We have also entered into an employment agreement with Steven N. Bronson, our Chairman of the Board, President and Chief Executive Officer. This agreement contains certain severance and change in control obligations. Under the agreement, if Mr. Bronson’s employment is terminated due to his death or disability (as such terms are defined in the agreement), Mr. Bronson or his beneficiaries will be entitled to receive: (i) his base compensation to the end of the monthly pay period immediately following the date of termination; (ii) accrued bonus payments; and (iii) all unvested equity and/or options issued by the Company shall immediately fully vest. If Mr. Bronson’s employment is terminated by him for good reason (as such term is defined in the agreement), or by us without cause, then Mr. Bronson will be entitled to receive: (i) his base compensation to the date of termination; (ii) a severance payment equal to twelve months of his base compensation; (iii) any earned bonus compensation; (iv) employee benefits for twelve months following the date of termination; (v) any vested company match 401k or other retirement contribution; and (vi) all unvested equity and/or options issued by the Company shall immediately fully vest.

In the event of a change in control of the Company (as such term is defined in the agreement), Mr. Bronson is entitled to receive: (i) a change in control payment in an amount equal to twelve months of his base compensation, payable as of the date the change in control occurs; and (ii) all unvested equity and/or options issued by the Company shall immediately fully vest.

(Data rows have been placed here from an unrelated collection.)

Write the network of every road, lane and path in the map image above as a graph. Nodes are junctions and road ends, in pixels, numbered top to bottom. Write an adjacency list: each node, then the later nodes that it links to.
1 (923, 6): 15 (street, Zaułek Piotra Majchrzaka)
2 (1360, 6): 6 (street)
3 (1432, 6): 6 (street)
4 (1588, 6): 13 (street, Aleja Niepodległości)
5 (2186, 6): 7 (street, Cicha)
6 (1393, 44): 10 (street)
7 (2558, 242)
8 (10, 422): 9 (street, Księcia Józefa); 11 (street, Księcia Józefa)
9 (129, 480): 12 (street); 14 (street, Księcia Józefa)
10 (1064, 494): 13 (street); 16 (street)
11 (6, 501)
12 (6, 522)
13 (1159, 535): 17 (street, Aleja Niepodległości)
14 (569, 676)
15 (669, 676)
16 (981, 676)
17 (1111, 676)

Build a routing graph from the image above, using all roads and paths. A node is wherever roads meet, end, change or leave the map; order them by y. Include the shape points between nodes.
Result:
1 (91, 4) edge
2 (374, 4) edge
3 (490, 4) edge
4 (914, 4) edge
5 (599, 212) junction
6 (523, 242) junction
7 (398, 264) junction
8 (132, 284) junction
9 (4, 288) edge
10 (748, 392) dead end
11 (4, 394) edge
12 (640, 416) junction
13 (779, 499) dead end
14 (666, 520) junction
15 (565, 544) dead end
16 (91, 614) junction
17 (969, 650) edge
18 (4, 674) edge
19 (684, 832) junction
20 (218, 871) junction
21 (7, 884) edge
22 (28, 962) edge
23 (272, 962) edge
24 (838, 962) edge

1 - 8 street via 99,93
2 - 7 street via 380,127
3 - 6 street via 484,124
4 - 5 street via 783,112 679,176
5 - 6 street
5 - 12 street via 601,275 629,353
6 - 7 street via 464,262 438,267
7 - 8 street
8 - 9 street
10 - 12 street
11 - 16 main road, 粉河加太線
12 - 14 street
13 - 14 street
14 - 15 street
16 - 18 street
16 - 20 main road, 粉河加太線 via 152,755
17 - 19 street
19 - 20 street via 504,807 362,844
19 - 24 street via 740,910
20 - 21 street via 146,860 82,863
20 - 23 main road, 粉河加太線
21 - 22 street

Guarantees and Indemnities

In the normal course of business, we are occasionally required to undertake indemnification for which we may be required to make future payments under specific circumstances. We review our exposure under such obligations no less than annually, or more frequently as required. The amount of any potential liabilities related to such obligations cannot be accurately determined until a formal claim is filed. Historically, any such amounts that become payable have not had a material negative effect our business, financial condition or results of operations. We maintain general and product liability insurance which may provide a source of recovery to us in the event of an indemnification claim.